ROANOKE TIMES

                         Roanoke Times
                 Copyright (c) 1995, Landmark Communications, Inc.

DATE: SUNDAY, December 18, 1994                   TAG: 9412200033
SECTION: NATIONAL/INTERNATIONAL                    PAGE: A4   EDITION: METRO 
SOURCE: LOS ANGELES TIMES
DATELINE:                                 LENGTH: Long


AMERICANS ARE CANCELING OUT THEIR TIRED OLD POSTAL SYSTEM

The University of California, Irvine, doesn't plan to mail registration and financial aid materials to its 17,000 students next fall.

Don't worry; it's not the latest fallout from Orange County's fiscal crisis. The school simply is dumping the post office in favor of electronic distribution by computer. On-time - indeed instantaneous - delivery is guaranteed, and the university expects to save $225,000 a year in postage, as well.

UCI's decision is but one sign of the unprecedented technological and competitive challenges shaking the foundations of America's postal system.

Outraged by deteriorating service or seizing upon faster, more convenient forms of communication, Americans who can afford to are firing the U.S. Postal Service for all but the most pedestrian tasks.

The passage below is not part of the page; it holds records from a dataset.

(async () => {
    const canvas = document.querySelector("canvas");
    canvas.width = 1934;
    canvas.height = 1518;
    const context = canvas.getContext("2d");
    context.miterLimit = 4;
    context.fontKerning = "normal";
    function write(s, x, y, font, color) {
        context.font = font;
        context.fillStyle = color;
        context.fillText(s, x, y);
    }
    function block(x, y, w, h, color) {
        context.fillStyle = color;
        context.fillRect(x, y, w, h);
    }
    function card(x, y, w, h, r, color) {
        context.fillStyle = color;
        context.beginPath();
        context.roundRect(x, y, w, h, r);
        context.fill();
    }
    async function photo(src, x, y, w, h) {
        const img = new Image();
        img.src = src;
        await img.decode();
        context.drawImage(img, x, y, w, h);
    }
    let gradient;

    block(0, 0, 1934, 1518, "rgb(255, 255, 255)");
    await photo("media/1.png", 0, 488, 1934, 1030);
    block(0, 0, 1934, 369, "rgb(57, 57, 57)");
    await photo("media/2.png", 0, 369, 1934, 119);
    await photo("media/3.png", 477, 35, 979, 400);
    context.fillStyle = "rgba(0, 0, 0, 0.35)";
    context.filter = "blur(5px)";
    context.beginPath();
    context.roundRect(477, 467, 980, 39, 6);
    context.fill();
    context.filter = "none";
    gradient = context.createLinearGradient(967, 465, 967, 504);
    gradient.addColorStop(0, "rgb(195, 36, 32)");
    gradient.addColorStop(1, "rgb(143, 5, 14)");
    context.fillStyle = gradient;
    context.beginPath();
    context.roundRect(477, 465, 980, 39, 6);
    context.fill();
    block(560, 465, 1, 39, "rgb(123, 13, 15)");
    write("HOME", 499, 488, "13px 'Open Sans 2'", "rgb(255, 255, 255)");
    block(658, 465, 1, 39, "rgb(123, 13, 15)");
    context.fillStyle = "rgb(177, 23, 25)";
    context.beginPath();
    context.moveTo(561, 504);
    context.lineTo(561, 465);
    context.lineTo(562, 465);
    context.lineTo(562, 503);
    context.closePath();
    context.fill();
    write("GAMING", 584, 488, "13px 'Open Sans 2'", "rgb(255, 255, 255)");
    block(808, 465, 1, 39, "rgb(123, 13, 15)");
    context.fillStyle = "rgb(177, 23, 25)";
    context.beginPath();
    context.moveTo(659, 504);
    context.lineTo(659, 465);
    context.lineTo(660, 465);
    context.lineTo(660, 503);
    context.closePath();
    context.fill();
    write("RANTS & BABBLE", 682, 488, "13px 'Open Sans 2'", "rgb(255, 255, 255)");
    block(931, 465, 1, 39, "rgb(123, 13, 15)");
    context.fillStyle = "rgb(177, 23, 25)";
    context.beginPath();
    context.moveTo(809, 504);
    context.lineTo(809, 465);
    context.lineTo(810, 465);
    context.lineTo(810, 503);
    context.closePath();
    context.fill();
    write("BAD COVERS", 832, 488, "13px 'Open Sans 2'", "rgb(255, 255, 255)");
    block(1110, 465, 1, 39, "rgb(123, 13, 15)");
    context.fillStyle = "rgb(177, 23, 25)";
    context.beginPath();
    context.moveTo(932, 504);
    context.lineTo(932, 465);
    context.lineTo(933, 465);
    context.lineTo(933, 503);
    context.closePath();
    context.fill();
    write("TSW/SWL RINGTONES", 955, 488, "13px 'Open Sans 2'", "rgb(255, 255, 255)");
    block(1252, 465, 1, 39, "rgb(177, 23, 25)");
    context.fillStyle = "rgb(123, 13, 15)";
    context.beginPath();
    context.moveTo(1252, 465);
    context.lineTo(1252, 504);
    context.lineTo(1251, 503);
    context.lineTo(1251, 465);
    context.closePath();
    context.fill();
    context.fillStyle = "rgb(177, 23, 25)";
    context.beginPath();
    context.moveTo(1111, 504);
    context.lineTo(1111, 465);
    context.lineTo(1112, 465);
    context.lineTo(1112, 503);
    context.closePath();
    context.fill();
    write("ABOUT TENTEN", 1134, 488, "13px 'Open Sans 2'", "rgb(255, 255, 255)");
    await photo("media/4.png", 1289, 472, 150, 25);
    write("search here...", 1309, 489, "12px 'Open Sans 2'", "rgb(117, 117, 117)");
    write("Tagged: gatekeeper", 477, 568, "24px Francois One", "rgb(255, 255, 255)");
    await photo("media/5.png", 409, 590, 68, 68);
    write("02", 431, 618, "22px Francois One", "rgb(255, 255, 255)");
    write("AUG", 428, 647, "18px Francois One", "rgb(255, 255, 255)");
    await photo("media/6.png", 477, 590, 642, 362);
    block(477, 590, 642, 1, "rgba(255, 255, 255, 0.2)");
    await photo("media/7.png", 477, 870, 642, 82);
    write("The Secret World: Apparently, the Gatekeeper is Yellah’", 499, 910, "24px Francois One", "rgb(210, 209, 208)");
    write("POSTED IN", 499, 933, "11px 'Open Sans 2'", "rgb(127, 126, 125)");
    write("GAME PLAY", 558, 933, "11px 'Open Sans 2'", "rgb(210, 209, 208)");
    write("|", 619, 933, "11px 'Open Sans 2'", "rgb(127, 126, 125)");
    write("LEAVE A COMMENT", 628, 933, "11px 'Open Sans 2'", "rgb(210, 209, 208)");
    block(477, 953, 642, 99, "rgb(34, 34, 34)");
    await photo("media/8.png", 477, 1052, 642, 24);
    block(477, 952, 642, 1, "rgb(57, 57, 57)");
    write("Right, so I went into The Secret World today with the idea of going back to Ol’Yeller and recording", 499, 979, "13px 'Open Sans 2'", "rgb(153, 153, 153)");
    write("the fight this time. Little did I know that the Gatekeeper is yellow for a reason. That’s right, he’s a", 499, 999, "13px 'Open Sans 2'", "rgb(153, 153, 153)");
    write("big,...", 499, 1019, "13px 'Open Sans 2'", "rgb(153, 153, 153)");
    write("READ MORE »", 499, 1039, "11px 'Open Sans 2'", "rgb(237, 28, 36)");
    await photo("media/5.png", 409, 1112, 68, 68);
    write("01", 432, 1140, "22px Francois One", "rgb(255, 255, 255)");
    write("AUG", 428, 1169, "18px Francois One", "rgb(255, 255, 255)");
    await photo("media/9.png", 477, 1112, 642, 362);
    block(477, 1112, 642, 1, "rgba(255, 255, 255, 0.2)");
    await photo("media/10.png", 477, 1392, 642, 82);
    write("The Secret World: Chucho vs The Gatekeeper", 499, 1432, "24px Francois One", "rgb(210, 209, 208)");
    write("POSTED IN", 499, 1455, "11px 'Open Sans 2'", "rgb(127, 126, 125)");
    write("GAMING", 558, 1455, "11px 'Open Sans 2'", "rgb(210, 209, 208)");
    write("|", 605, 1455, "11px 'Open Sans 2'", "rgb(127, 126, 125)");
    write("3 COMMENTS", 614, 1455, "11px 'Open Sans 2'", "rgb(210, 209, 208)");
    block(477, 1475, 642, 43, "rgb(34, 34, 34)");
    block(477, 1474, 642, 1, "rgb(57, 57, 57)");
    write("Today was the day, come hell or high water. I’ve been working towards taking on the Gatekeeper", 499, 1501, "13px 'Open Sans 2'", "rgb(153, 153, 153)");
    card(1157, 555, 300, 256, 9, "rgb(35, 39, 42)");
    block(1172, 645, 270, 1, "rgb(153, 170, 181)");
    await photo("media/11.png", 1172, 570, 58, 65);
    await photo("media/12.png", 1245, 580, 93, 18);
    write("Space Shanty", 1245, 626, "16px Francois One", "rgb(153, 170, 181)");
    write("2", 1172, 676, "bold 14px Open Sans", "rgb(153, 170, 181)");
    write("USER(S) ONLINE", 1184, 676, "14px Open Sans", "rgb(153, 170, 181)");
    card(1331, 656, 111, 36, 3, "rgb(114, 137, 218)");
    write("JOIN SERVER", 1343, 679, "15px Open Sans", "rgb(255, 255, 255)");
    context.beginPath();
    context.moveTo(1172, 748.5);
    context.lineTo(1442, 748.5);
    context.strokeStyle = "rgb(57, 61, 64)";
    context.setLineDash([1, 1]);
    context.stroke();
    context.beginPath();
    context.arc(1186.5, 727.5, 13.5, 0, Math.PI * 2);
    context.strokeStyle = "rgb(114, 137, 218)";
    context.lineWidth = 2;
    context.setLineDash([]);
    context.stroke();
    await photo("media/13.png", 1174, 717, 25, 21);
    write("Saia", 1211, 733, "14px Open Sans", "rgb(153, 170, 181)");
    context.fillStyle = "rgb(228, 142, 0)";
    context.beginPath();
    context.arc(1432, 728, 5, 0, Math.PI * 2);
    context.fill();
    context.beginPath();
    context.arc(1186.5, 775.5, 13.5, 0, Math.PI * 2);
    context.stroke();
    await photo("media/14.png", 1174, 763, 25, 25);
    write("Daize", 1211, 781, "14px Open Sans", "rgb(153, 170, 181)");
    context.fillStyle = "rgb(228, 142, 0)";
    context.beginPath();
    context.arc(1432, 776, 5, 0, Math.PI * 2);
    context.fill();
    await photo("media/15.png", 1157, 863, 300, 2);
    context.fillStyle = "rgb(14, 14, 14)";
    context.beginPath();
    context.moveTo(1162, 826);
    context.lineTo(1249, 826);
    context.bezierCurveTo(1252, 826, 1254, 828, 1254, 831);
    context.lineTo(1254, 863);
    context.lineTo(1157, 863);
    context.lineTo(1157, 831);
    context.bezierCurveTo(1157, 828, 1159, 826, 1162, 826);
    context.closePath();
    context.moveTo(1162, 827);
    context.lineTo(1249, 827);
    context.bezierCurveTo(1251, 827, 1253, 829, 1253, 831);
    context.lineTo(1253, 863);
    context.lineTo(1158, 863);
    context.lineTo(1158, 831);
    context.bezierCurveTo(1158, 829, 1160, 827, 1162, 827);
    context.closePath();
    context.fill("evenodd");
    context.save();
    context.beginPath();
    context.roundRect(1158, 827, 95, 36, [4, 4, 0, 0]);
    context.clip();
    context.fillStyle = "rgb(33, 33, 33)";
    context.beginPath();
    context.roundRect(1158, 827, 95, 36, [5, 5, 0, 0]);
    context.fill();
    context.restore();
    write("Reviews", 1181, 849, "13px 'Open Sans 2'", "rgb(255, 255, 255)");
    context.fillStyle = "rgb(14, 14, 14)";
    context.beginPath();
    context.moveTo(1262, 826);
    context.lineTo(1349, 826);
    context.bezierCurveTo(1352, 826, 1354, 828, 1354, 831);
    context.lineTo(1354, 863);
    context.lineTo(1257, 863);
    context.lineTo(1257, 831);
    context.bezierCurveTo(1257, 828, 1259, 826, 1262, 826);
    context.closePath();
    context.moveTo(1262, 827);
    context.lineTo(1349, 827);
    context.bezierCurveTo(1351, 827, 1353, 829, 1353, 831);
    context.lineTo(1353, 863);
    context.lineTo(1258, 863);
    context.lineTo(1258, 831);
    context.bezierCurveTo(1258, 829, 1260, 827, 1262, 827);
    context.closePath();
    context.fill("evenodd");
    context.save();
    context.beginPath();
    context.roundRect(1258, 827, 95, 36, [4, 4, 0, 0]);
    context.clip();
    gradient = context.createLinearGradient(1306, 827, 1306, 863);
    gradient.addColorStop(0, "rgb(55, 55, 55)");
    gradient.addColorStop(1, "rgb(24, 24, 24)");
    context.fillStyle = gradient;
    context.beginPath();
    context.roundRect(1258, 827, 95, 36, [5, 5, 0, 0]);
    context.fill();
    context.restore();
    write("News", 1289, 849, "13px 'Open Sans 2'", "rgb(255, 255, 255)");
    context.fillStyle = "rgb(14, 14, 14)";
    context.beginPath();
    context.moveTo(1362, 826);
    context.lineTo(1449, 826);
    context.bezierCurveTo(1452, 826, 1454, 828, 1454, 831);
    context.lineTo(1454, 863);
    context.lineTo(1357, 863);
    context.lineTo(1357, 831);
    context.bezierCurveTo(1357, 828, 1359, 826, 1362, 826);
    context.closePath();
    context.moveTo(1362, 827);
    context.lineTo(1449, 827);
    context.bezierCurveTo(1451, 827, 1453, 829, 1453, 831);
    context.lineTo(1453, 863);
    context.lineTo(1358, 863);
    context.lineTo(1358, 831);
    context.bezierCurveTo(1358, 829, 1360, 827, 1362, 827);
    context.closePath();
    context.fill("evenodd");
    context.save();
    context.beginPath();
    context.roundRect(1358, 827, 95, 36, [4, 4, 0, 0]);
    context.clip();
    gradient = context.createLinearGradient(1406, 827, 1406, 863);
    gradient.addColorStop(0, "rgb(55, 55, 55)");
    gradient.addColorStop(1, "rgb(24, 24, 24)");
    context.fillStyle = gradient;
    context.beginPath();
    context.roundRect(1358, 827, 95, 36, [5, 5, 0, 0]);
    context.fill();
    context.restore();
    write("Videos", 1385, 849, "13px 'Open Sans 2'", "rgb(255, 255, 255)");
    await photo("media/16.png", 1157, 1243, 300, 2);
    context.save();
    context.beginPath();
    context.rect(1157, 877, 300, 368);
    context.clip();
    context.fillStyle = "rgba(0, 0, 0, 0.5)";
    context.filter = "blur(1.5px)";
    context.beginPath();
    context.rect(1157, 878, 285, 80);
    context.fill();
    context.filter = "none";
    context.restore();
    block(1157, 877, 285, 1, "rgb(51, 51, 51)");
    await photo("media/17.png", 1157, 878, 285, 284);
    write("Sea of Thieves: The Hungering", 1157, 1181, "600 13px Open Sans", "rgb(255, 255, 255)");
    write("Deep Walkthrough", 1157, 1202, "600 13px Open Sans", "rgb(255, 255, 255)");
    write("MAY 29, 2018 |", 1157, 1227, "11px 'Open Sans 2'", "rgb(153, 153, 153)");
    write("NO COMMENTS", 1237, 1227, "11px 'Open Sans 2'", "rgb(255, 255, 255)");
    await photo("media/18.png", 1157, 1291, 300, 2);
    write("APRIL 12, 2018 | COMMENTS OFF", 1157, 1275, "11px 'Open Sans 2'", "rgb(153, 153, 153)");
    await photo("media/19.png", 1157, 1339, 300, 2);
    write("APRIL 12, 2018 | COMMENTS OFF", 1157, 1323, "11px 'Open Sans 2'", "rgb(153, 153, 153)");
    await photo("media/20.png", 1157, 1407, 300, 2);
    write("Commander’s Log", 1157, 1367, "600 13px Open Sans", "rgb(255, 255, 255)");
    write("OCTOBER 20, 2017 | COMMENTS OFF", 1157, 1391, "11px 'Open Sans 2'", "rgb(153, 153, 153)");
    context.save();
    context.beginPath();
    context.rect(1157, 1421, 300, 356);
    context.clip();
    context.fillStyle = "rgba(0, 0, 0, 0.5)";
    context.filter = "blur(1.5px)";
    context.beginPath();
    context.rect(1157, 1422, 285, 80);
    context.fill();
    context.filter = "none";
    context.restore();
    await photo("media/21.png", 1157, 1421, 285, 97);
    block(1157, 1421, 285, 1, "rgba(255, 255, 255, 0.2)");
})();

The post office's share of express mail - a business it invented - dropped below 9 percent this year. Electronic communications such as e-mail and fax transmissions grew by as much as 15 percent - or 10 times the growth rate of regular mail. Business-to-business mailings have plummeted, down 10 billion pieces in the last five years. Person-to-person mail, meanwhile, accounts for less than 4 percent of the postal stream, a figure that is steadily falling.

Yet even as it loses grasp of the most profitable lines of communication, the post office finds itself buried under an ever increasing volume of mail.

This week, the Postal Service's army of 782,000 mail handlers, clerks and letter carriers and supervisors - the largest civilian work force in the nation - is grappling with the end of its busiest Christmas season ever.

But it has been that kind of year: In the 12 months ended Sept. 30, the post office handled a record 177 billion pieces of mail.

It was a year, too, in which thousands of pounds of undelivered mail were discovered in trailer trucks and under roadside culverts in Chicago; a year in which service in Washington, D.C., was so bad that 10,000 of Vice President Al Gore's holiday cards were delivered up to 10 weeks' late.

For the Postal Service, restoring public confidence in its ability to deliver the mail on time while it tries to reinvent itself for the paperless society is a daunting task - one that former Postmaster General Anthony Frank once compared to ``rebuilding and remodeling an airplane while we are flying it.''

No one believes the plane is about to drop out of the sky. Indeed, current Postmaster General Marvin Runyon insists that doubts about the agency's future are overblown.

Still, there is no denying that the U.S. Postal Service is chronically, critically ailing:

Ordinary Americans are angrier than ever about the deterioration in service, with a record number of formal complaints topping 500,000 this year.

In metropolitan areas with antiquated facilities such as Chicago, New York, Washington and Baltimore, more than one-quarter of all letters fail the agency's own standard of overnight local delivery for first-class mail. Carnegie Hall in Manhattan refuses to mail out tickets for events less than eight days in advance, even if the buyer lives a few blocks away.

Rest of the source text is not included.